Show the lines below that contain the string "every".

MATERIAL SHOWN →
::::

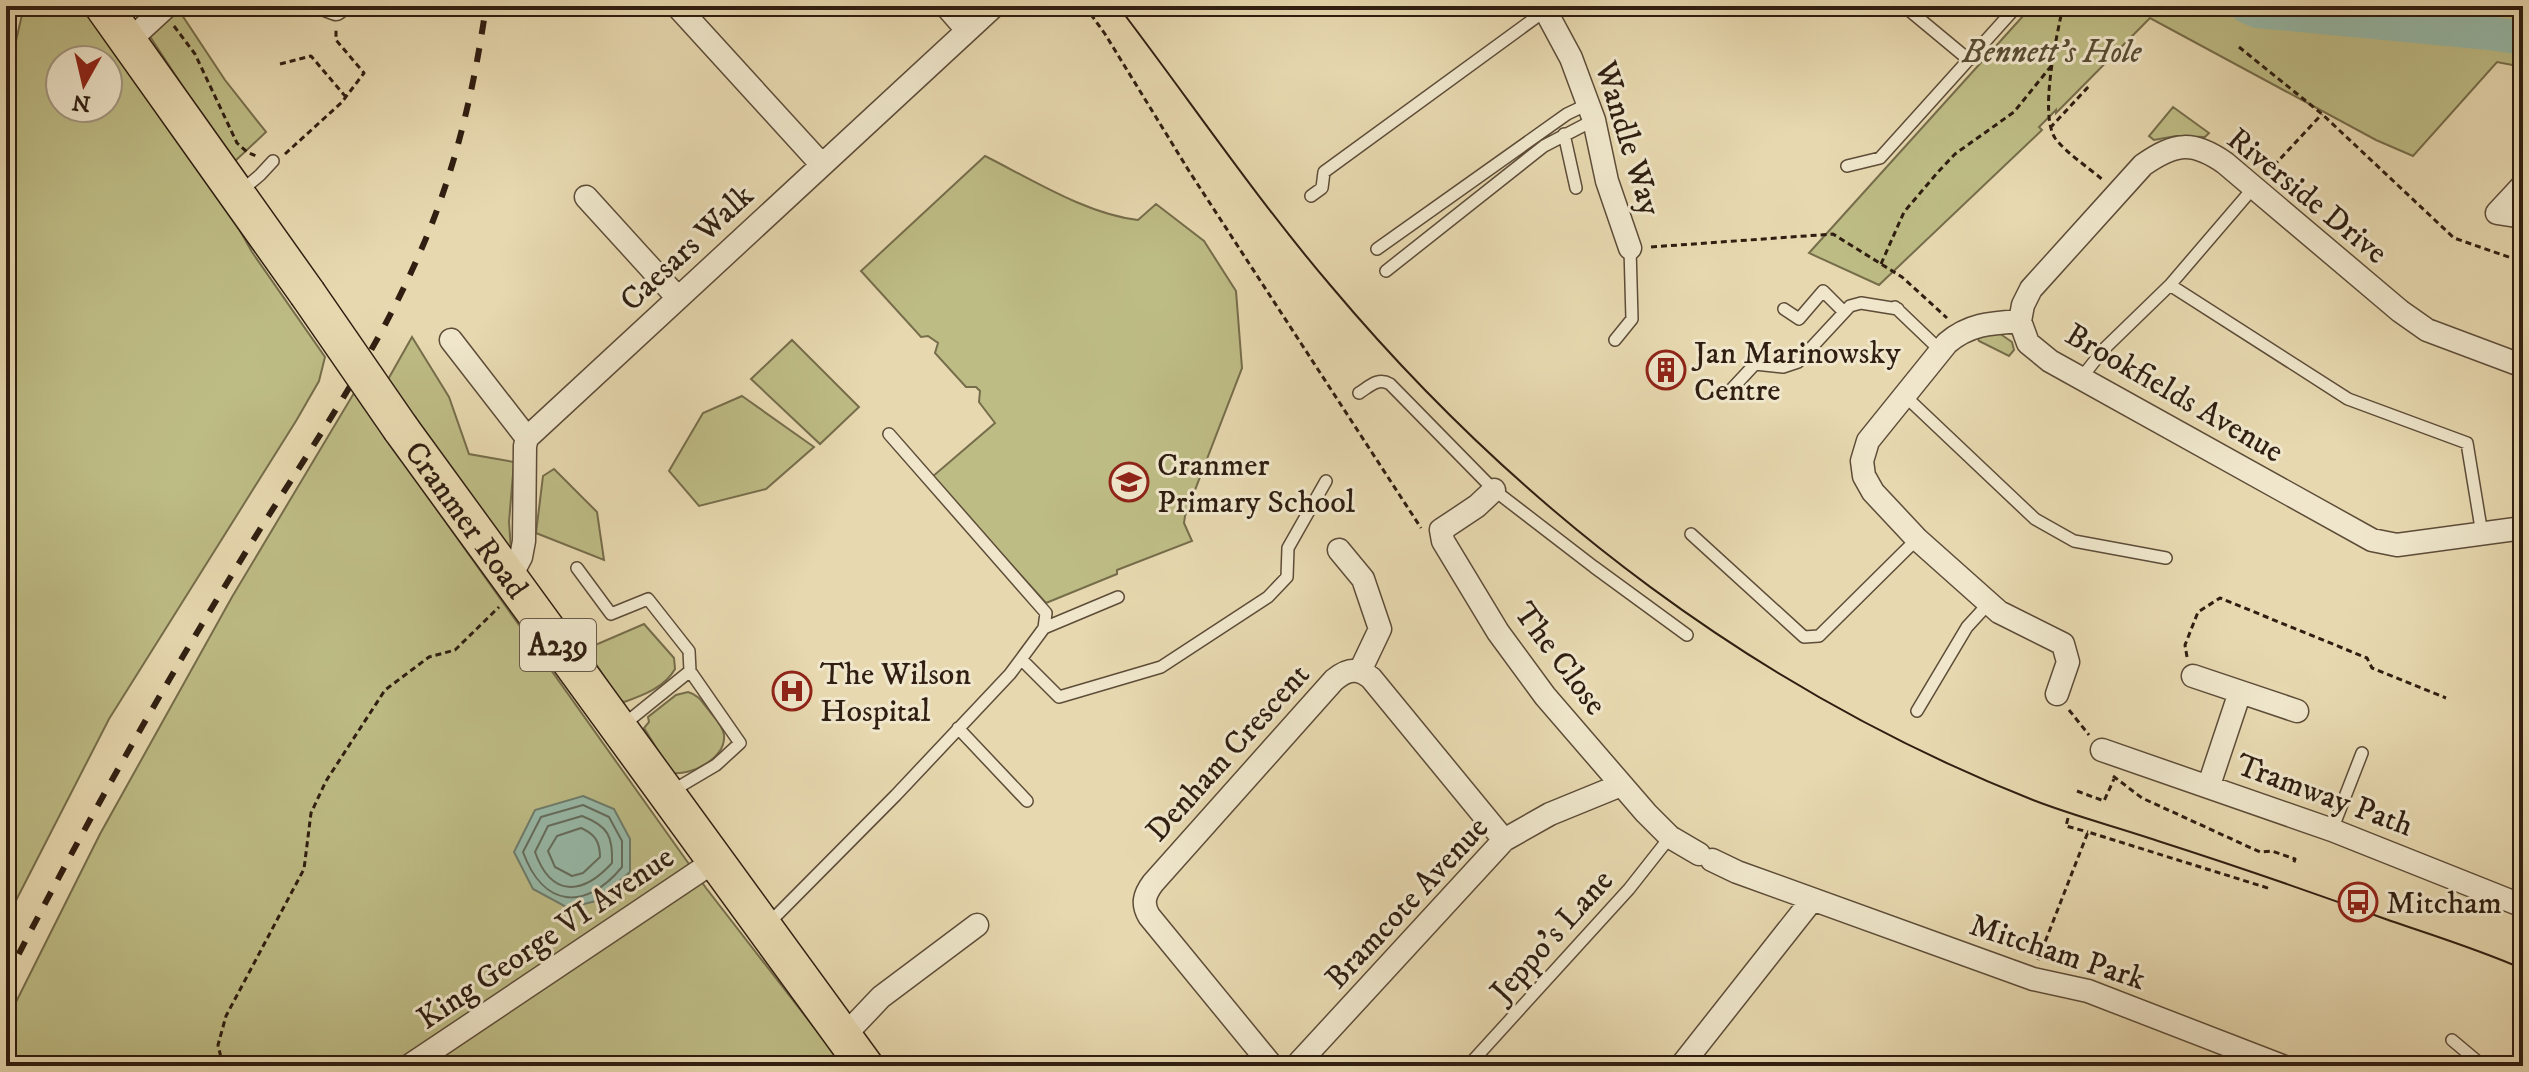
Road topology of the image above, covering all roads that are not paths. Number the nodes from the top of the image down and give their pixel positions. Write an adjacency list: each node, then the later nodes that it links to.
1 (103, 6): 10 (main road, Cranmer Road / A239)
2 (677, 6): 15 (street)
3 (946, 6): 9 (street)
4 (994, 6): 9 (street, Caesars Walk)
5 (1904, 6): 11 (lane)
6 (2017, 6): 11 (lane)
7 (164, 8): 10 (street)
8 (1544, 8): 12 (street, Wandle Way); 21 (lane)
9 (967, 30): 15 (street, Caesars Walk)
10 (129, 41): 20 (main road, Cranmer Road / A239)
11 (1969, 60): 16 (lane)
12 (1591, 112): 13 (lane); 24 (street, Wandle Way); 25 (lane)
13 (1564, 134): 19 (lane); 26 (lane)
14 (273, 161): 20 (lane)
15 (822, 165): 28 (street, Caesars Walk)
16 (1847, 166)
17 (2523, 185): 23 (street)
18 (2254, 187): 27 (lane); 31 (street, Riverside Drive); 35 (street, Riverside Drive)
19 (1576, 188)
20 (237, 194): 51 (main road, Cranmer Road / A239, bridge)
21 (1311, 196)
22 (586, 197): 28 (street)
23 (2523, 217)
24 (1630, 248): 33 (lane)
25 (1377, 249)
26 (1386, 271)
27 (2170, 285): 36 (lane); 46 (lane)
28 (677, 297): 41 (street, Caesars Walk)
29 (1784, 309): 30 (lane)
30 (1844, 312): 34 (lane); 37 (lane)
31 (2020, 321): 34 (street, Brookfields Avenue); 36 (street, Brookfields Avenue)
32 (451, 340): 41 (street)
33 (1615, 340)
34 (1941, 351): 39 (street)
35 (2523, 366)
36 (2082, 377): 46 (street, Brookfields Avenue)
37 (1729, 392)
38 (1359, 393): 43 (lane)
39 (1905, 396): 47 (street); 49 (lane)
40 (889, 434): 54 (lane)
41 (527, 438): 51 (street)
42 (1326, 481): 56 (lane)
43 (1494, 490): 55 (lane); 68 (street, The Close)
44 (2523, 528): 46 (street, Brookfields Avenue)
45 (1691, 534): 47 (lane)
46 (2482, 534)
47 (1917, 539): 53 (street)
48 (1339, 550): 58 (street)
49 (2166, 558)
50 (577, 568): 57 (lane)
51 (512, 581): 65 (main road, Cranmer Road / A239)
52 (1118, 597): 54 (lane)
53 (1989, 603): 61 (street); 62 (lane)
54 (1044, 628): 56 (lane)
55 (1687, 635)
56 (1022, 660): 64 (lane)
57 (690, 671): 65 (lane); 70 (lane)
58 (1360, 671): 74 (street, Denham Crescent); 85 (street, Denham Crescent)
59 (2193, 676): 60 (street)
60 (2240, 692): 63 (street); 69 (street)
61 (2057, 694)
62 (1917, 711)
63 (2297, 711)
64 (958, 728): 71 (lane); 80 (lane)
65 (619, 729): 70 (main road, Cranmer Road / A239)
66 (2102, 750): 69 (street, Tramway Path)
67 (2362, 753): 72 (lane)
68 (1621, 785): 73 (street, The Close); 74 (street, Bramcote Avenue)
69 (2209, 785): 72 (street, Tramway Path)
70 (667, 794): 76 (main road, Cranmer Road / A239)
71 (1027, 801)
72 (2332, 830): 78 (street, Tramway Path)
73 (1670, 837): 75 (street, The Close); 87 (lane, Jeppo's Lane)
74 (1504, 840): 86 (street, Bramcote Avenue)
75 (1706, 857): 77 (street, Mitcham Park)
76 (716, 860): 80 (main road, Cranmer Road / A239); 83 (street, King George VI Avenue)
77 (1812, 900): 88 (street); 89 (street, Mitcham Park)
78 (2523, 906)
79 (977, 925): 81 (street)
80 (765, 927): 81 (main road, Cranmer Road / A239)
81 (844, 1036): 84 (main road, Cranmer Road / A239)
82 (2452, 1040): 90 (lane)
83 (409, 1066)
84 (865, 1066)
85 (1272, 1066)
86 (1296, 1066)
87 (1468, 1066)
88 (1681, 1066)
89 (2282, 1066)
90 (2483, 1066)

::::

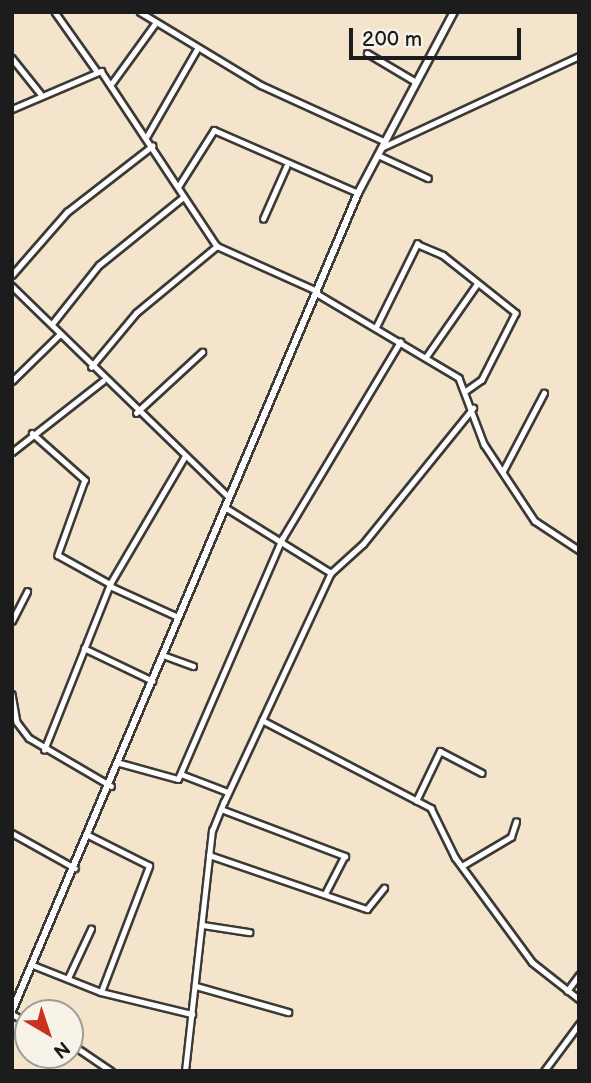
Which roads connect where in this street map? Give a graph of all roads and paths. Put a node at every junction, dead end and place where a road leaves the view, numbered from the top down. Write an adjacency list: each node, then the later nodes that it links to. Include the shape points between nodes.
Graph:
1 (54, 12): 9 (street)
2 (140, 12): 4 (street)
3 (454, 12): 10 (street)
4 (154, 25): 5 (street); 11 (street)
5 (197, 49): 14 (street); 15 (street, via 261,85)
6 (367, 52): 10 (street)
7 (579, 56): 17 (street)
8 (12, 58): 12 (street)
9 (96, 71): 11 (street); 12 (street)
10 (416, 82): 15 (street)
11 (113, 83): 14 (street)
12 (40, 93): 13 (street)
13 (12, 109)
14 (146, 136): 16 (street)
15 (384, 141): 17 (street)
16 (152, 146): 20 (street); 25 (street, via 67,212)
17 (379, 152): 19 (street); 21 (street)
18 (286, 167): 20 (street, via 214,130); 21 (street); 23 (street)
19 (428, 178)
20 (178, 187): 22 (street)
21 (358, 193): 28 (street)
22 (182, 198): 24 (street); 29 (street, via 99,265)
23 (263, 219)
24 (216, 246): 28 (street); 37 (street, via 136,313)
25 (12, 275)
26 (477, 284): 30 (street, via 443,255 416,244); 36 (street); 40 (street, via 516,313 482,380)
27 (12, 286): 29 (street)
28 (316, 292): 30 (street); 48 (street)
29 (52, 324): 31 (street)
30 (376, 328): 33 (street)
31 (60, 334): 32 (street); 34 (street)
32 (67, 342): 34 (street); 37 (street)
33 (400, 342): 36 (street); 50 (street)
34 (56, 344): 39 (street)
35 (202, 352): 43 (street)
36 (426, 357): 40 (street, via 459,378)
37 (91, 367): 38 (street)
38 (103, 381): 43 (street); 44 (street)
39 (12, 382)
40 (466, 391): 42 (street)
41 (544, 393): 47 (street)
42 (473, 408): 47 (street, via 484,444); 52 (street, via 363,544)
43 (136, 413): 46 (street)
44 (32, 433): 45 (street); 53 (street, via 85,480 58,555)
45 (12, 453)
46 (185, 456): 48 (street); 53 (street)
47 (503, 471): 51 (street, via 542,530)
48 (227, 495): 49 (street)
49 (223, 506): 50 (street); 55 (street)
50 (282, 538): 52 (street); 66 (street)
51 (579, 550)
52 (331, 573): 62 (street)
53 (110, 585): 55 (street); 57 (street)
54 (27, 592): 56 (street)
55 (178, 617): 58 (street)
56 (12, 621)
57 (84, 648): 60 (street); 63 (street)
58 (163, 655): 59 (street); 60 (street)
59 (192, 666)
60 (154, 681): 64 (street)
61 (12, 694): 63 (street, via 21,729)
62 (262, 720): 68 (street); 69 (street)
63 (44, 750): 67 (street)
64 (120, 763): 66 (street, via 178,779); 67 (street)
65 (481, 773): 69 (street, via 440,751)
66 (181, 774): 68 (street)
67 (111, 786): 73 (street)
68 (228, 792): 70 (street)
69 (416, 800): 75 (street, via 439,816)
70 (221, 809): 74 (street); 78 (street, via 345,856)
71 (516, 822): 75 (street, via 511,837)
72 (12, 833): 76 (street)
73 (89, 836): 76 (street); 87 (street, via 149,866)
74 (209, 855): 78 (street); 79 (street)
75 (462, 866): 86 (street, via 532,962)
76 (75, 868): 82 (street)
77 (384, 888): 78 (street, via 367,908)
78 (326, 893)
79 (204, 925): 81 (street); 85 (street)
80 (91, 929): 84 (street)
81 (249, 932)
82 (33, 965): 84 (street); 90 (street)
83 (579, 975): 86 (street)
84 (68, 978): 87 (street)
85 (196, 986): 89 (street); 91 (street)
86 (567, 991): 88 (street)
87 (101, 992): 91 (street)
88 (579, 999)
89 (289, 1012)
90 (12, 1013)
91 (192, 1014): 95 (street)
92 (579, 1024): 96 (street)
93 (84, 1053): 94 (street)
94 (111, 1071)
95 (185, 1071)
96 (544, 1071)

::::

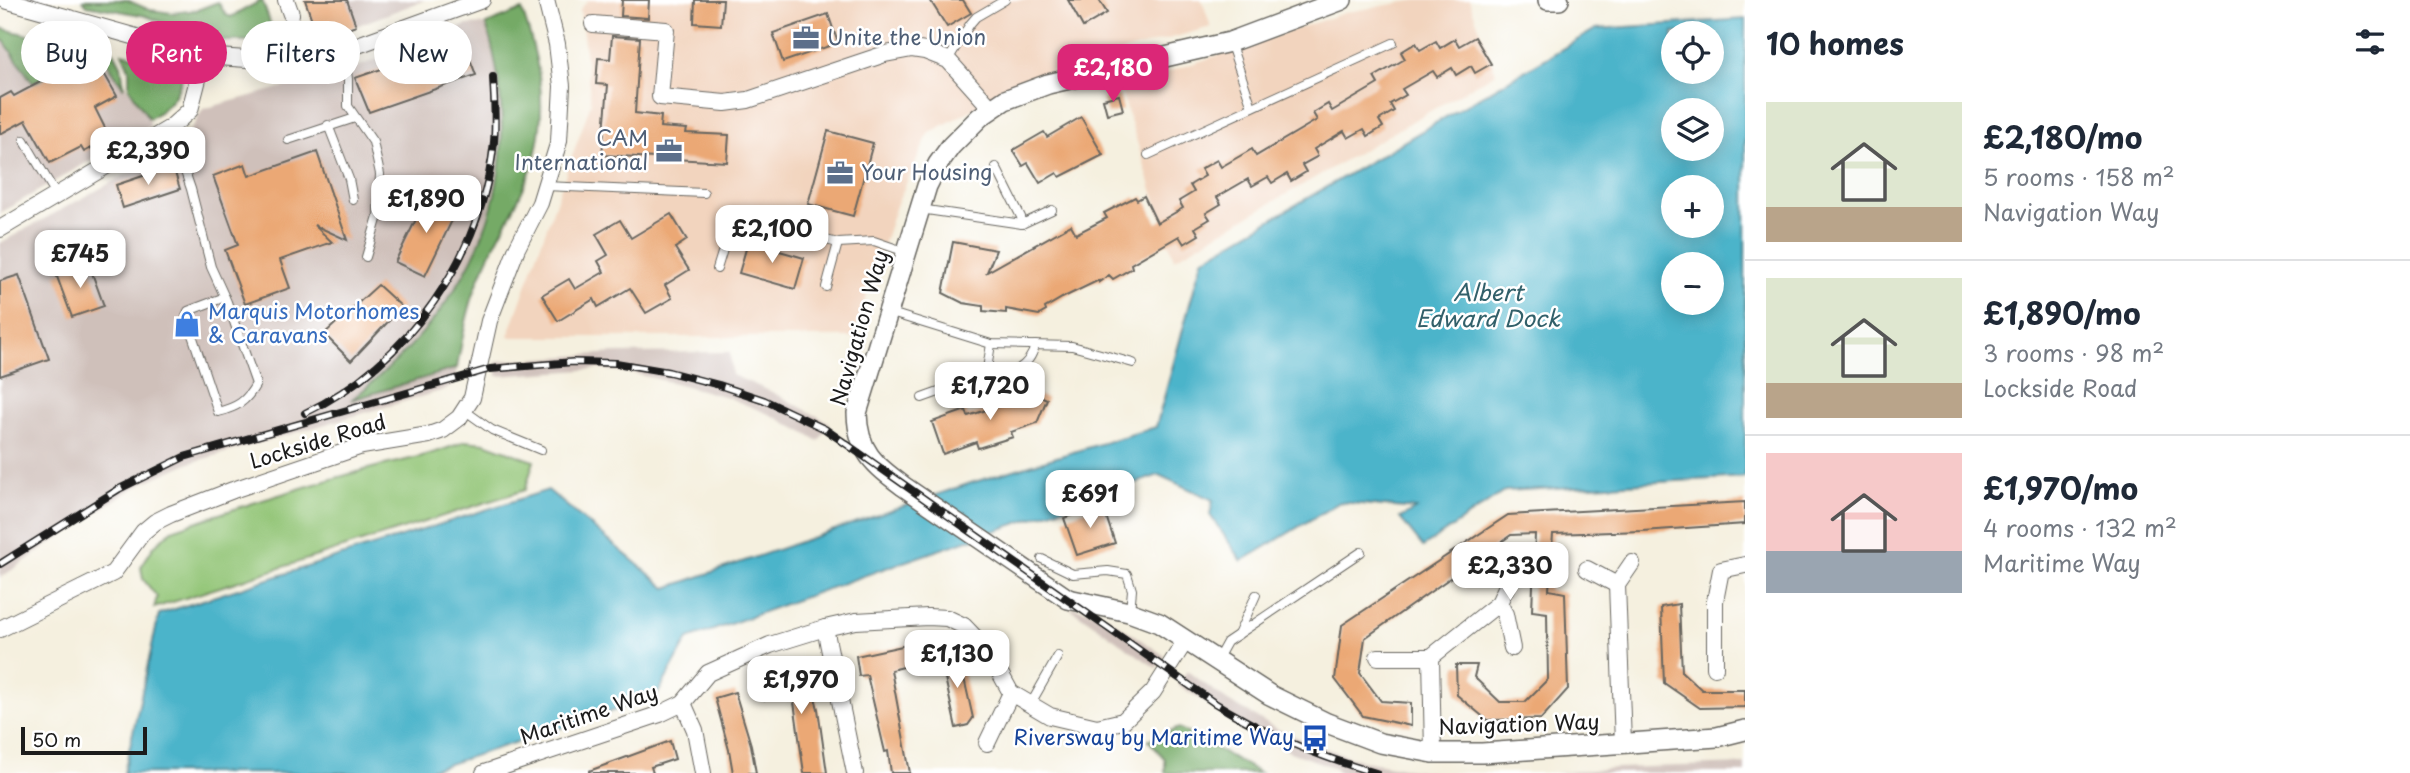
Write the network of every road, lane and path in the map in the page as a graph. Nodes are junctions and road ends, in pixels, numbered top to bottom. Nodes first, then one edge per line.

::::

TASK ANSWER →
Which roads connect where in this street map? Give a graph of all roads and paths. Put a node at every junction, dead end and place where a road leaves the view, numbered from the top down. Write an adjacency list: each node, then the later nodes that it links to. Include the shape points between nodes.
Write the network of every road, lane and path in the map in the page as a graph. Nodes are junctions and road ends, in pixels, numbered top to bottom. Nodes first, then one edge per line.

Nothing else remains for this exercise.